British–Brazilian Treaty of 1826
- Signed: November 23, 1826
- Location: Rio de Janeiro, Empire of Brazil
- Negotiators: Robert Gordon Antônio Luís Pereira da Cunha José Egídio Álvares de Almeida
- Signatories: Empire of Brazil United Kingdom
- Languages: English; Portuguese;

= British–Brazilian Treaty of 1826 =

Treaty requiring Brazil to abolish the slave trade

The British–Brazilian Treaty of 1826 was a treaty between the United Kingdom and the Empire of Brazil, by which Brazil agreed to ban the African slave trade.

It was signed at Rio de Janeiro on 23 November 1826. Exchange of ratifications took place on 13 March 1827, and the Parliament of the United Kingdom passed legislation on 2 July 1827 to enforce the treaty, the Slave Trade (Convention with Brazil) Act 1827 (7 & 8 Geo. 4. c. 74).

In 1827 Emperor Pedro I presented the treaty to the Chamber of Deputies for its approval; its Committee for Diplomacy and Statistics approved the convention by three votes to two. In response, on 2 July 1827, deputy Raimundo José da Cunha Mattos, a member of the Committee who opposed the treaty, delivered a two-hour speech in defence of the continuation of the slave trade.

The treaty made it illegal for any subject of the empire of Brazil to be engaged in carrying out the African slave trade. It provided a three-year grace period after the exchange of ratifications, which meant that the ban took effect on 13 March 1830.

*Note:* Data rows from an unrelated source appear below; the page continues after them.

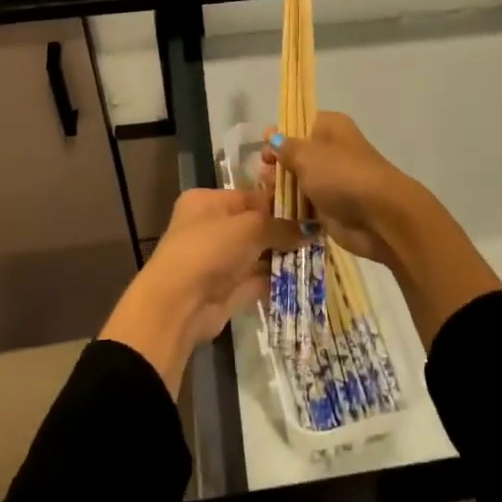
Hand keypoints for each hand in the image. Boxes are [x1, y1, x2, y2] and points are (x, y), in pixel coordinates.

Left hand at [100, 187, 302, 395]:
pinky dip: (279, 278)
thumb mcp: (250, 228)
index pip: (251, 196)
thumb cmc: (210, 249)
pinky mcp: (228, 289)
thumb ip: (282, 226)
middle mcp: (212, 227)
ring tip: (320, 253)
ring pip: (259, 253)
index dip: (281, 202)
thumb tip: (314, 227)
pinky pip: (259, 279)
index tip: (312, 208)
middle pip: (256, 225)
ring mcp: (219, 260)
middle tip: (321, 232)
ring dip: (285, 255)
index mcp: (208, 201)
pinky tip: (307, 275)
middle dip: (286, 231)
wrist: (180, 304)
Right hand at [258, 111, 436, 267]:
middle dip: (277, 166)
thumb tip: (272, 136)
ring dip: (282, 189)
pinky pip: (304, 205)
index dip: (279, 135)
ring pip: (298, 181)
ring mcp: (332, 180)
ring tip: (269, 197)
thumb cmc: (341, 174)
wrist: (379, 216)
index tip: (264, 150)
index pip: (298, 123)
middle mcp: (331, 151)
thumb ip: (285, 146)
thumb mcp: (307, 155)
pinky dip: (292, 209)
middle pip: (296, 154)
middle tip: (266, 177)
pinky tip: (276, 212)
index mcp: (330, 127)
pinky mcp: (331, 208)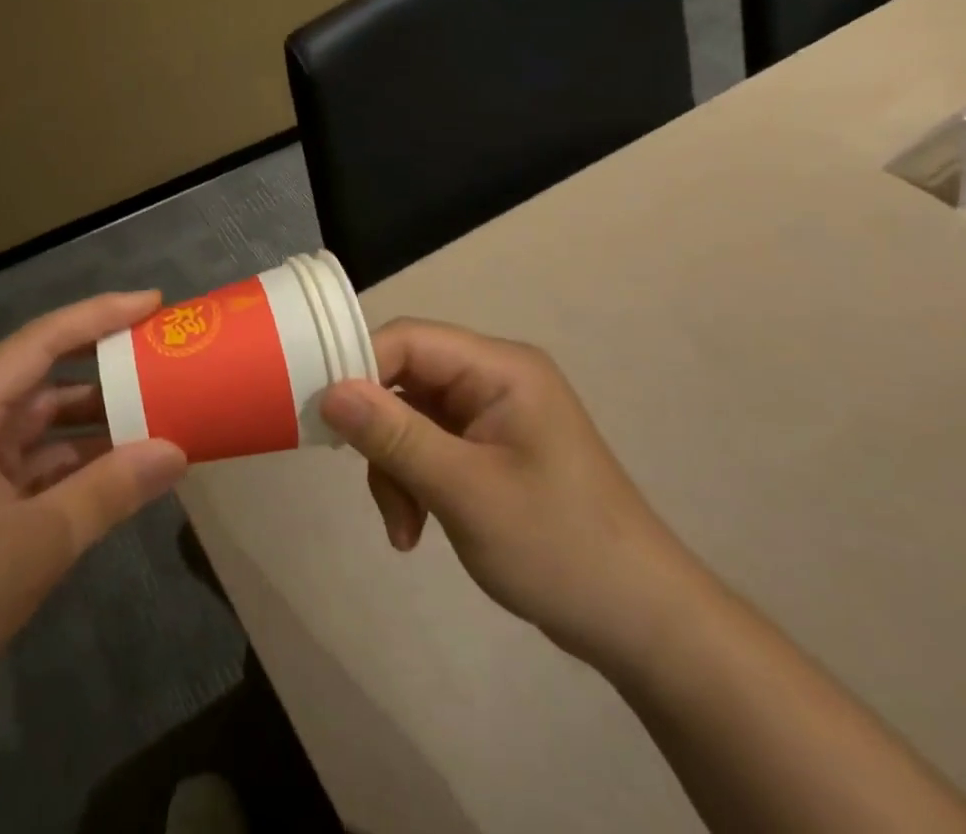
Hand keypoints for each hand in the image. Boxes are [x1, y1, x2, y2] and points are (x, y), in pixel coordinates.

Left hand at [0, 292, 187, 724]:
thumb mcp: (37, 542)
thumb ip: (109, 490)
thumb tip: (176, 451)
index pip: (43, 341)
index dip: (99, 315)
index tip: (153, 302)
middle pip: (44, 376)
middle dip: (103, 366)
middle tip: (162, 354)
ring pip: (43, 424)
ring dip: (95, 420)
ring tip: (157, 408)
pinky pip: (36, 464)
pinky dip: (78, 463)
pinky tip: (122, 468)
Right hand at [320, 318, 702, 672]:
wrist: (643, 625)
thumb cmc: (559, 546)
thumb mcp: (465, 491)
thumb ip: (394, 436)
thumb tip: (328, 392)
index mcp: (500, 367)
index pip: (408, 340)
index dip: (358, 367)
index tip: (322, 415)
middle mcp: (494, 378)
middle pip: (406, 379)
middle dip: (380, 434)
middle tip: (365, 480)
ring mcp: (492, 415)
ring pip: (411, 417)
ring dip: (395, 468)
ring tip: (403, 528)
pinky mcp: (491, 449)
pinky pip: (430, 445)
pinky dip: (414, 482)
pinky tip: (416, 529)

The United Kingdom had mediated the Treaty of Rio de Janeiro (1825) by which Portugal recognised the independence of Brazil; the UK had made a commitment from Brazil to abolish the slave trade a condition of its support in securing recognition of Brazil's independence, and this treaty was agreed in fulfilment of that commitment.

Although Emperor Pedro I supported the treaty, it did not have widespread popular support in Brazil. As a result, the Brazilian government largely failed to enforce the treaty, and the slave trade to Brazil continued despite the treaty's ban. In response, the Parliament of the United Kingdom passed the Aberdeen Act: the Slave Trade (Brazil) Act 1845 (8 & 9 Vict. c. 122), which authorised British warships to board Brazilian ships and seize any found to be involved in the slave trade.